Separated Test Shape
Test: (38, 59)


In [0]:
# Change the DataFrame to EXCLUDE Test Data
condN_test = ~cond_test
df = df[condN_test]

### **Wrangling**
#### I am performing data exploration on Train+Validation sets together excluding Test Data

Encode Categorical Variables

In [0]:
# Drop Columns with Less or No Data
droppedCols = ['Mass (g)', 'Density (g/mL)', 'Queso', 'Ham', 'Lobster',
               'Mushroom', 'Bacon', 'Sushi', 'Avocado', 'Corn', 'Zucchini']
       
df = df.drop(droppedCols, axis=1)
test = test.drop(droppedCols, axis=1)

In [156]:
# Check to Ensure Changes to Columns are Consistent
df.columns == test.columns

array([ True,  True,  True,  True,  True,  True,  True,  True,  True,
        True,  True,  True,  True,  True,  True,  True,  True,  True,
        True,  True,  True,  True,  True,  True,  True,  True,  True,
        True,  True,  True,  True,  True,  True,  True,  True,  True,
        True,  True,  True,  True,  True,  True,  True,  True,  True,
        True,  True,  True])

## **Train/Validate Split**

In [157]:
# Establish Separation Conditions
cond_train = df['Date'] < '2017-01-01'
cond_validate = (df['Date'] >= '2017-01-01') & (df['Date'] < '2018-01-01')

# Execute Separation
train = df[cond_train]
validate = df[cond_validate]

print('Separated DF Shapes')
print(f"Train: {train.shape}")
print(f"Validate: {validate.shape}")

Separated DF Shapes
Train: (298, 48)
Validate: (85, 48)


In [0]:
# Drop Date Column
train = train.drop(['Date'], axis=1)
validate = validate.drop(['Date'], axis=1)
test = test.drop(['Date'], axis=1)

In [0]:
# Establish X and y Feature Names
target = 'Great'
features = train.columns.drop(target)

# Establish X Matrices and y Vectors
X_train = train[features]
y_train = train[target]

X_val = validate[features]
y_val = validate[target]

X_test = test[features]
y_test = test[target]

In [0]:
# Useful Variables
trainSize = len(y_train)
valSize = len(y_val)
testSize = len(y_test)

### More Wrangling

In [0]:
import category_encoders as ce

# Execute OneHotEncoder
encoder = ce.OneHotEncoder(use_cat_names=True)
X_train_encoded = encoder.fit_transform(X_train)
X_val_encoded = encoder.transform(X_val)
X_test_encoded = encoder.transform(X_test)

In [0]:
# Take Care of NaN Values
from sklearn.impute import SimpleImputer

# Execute SimpleImputer
imputer = SimpleImputer(strategy='mean')
X_train_imputed = imputer.fit_transform(X_train_encoded)
X_val_imputed = imputer.transform(X_val_encoded)
X_test_imputed = imputer.transform(X_test_encoded)

In [0]:
# Normalize Data
from sklearn.preprocessing import StandardScaler

scaler = StandardScaler()
X_train_scaled = scaler.fit_transform(X_train_imputed)
X_val_scaled = scaler.transform(X_val_imputed)
X_test_scaled = scaler.transform(X_test_imputed)

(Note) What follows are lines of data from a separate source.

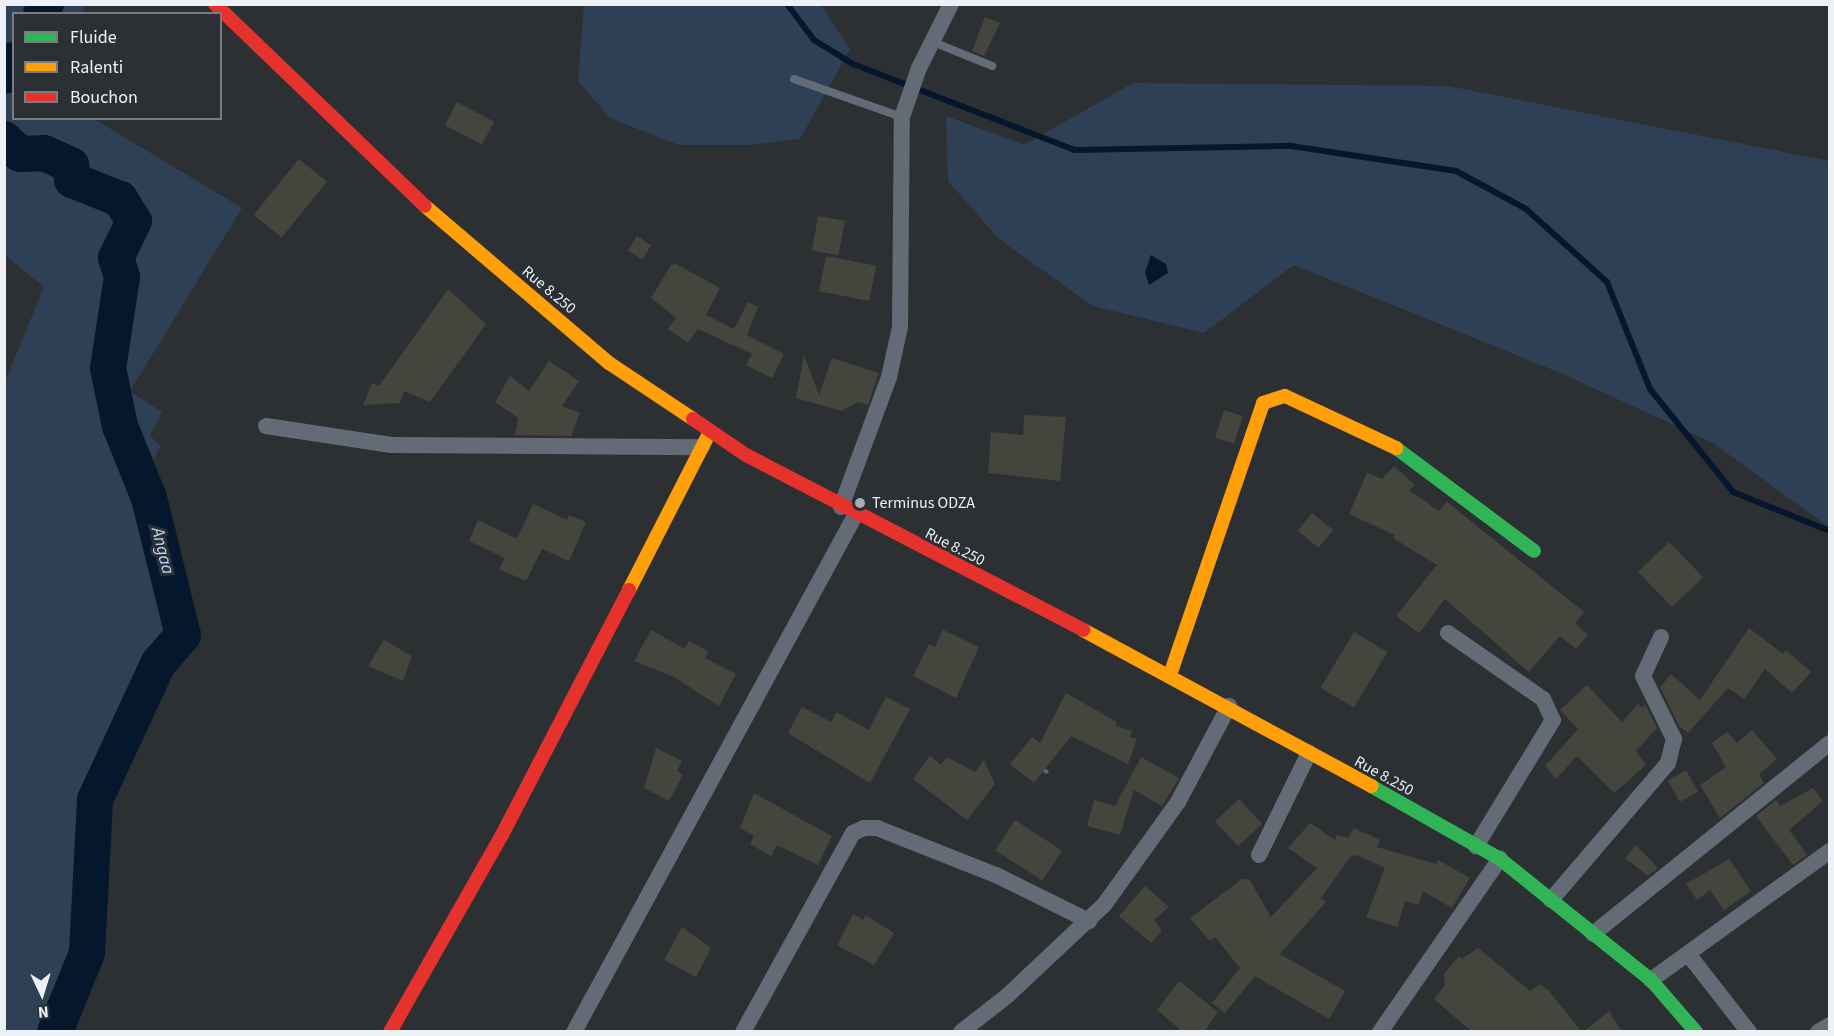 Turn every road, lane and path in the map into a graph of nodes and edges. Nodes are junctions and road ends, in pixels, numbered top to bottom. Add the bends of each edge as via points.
1 (215, 4) edge
2 (951, 4) edge
3 (933, 42) junction
4 (992, 66) dead end
5 (794, 79) dead end
6 (902, 117) junction
7 (266, 426) dead end
8 (706, 440) junction
9 (848, 511) junction
10 (1534, 551) dead end
11 (1448, 633) dead end
12 (1661, 637) dead end
13 (1170, 675) junction
14 (1229, 706) junction
15 (1830, 743) edge
16 (1309, 753) junction
17 (1476, 846) junction
18 (1830, 851) edge
19 (1259, 855) dead end
20 (1500, 859) junction
21 (1551, 900) junction
22 (1089, 921) junction
23 (1593, 934) junction
24 (1688, 954) junction
25 (1651, 980) junction
26 (1830, 1025) edge
27 (390, 1032) edge
28 (574, 1032) edge
29 (743, 1032) edge
30 (961, 1032) edge
31 (1380, 1032) edge
32 (1696, 1032) edge
33 (1749, 1032) edge
34 (1818, 1032) edge

1 - 8 main road, Rue 8.250 via 419,201
2 - 3 street
3 - 4 lane
3 - 6 street
5 - 6 lane
6 - 9 street via 900,327 889,377
7 - 8 street via 392,445
8 - 9 main road, Rue 8.250
8 - 27 main road via 502,835
9 - 13 main road, Rue 8.250
9 - 28 street
10 - 13 main road via 1412,456 1285,396 1267,399
11 - 17 street via 1543,699 1553,720
12 - 21 street via 1643,676 1674,739 1668,763
13 - 14 main road, Rue 8.250
14 - 16 main road, Rue 8.250
14 - 22 street via 1172,811
15 - 23 street
16 - 17 main road, Rue 8.250
16 - 19 street
17 - 20 main road, Rue 8.250
18 - 24 street
20 - 21 main road, Rue 8.250
20 - 31 street
21 - 23 main road, Rue 8.250
22 - 29 street via 996,875 877,828 864,828 853,833
22 - 30 street
23 - 25 main road, Rue 8.250
24 - 25 street
24 - 33 street
25 - 32 main road, Rue 8.250
26 - 34 street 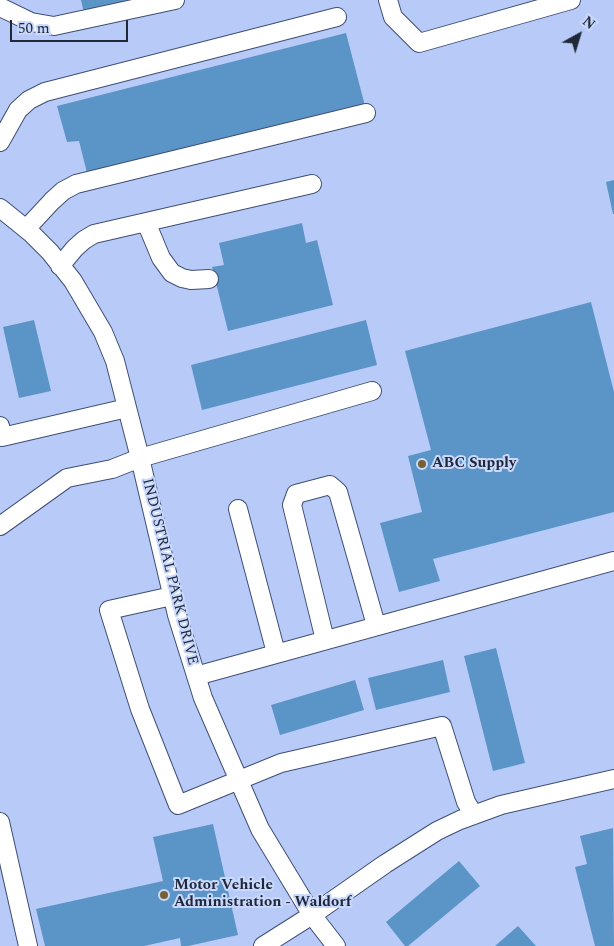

## **Begin with the Baseline**

In [164]:
# Around 41 Percent of Burritos Are Great
percGreat = y_train.value_counts()[1]/trainSize
print(f"Length y_train: {trainSize}")
print(f"Percent of Great Burr: {percGreat}")
print("Majority = False")
print("\nValue Counts")
y_train.value_counts()

Length y_train: 298
Percent of Great Burr: 0.40939597315436244
Majority = False

Value Counts


False    176
True     122
Name: Great, dtype: int64

In [165]:
# Make Baseline Prediction from Train Mode (Majority)
basePredMode = pd.Series([False] * valSize)
print(f"Val Size: {valSize}")
print("basePredMode Value_Counts")
basePredMode.value_counts()

Val Size: 85
basePredMode Value_Counts


False    85
dtype: int64

In [166]:
# Make Baseline Prediction from Train Percentage
GreatBase = int(round(percGreat*valSize)) * [True] 
nGreatBase = int(round((1-percGreat)*valSize)) * [False]
basePredPerc = GreatBase + nGreatBase
basePredPerc = pd.Series(basePredPerc)
print("basePredPerc Value_Counts")
basePredPerc.value_counts()

basePredPerc Value_Counts


False    50
True     35
dtype: int64

In [167]:
from sklearn.metrics import accuracy_score

# Evaluate Baseline Accuracy from Percentage Prediction
basePercScore = accuracy_score(y_val, basePredPerc)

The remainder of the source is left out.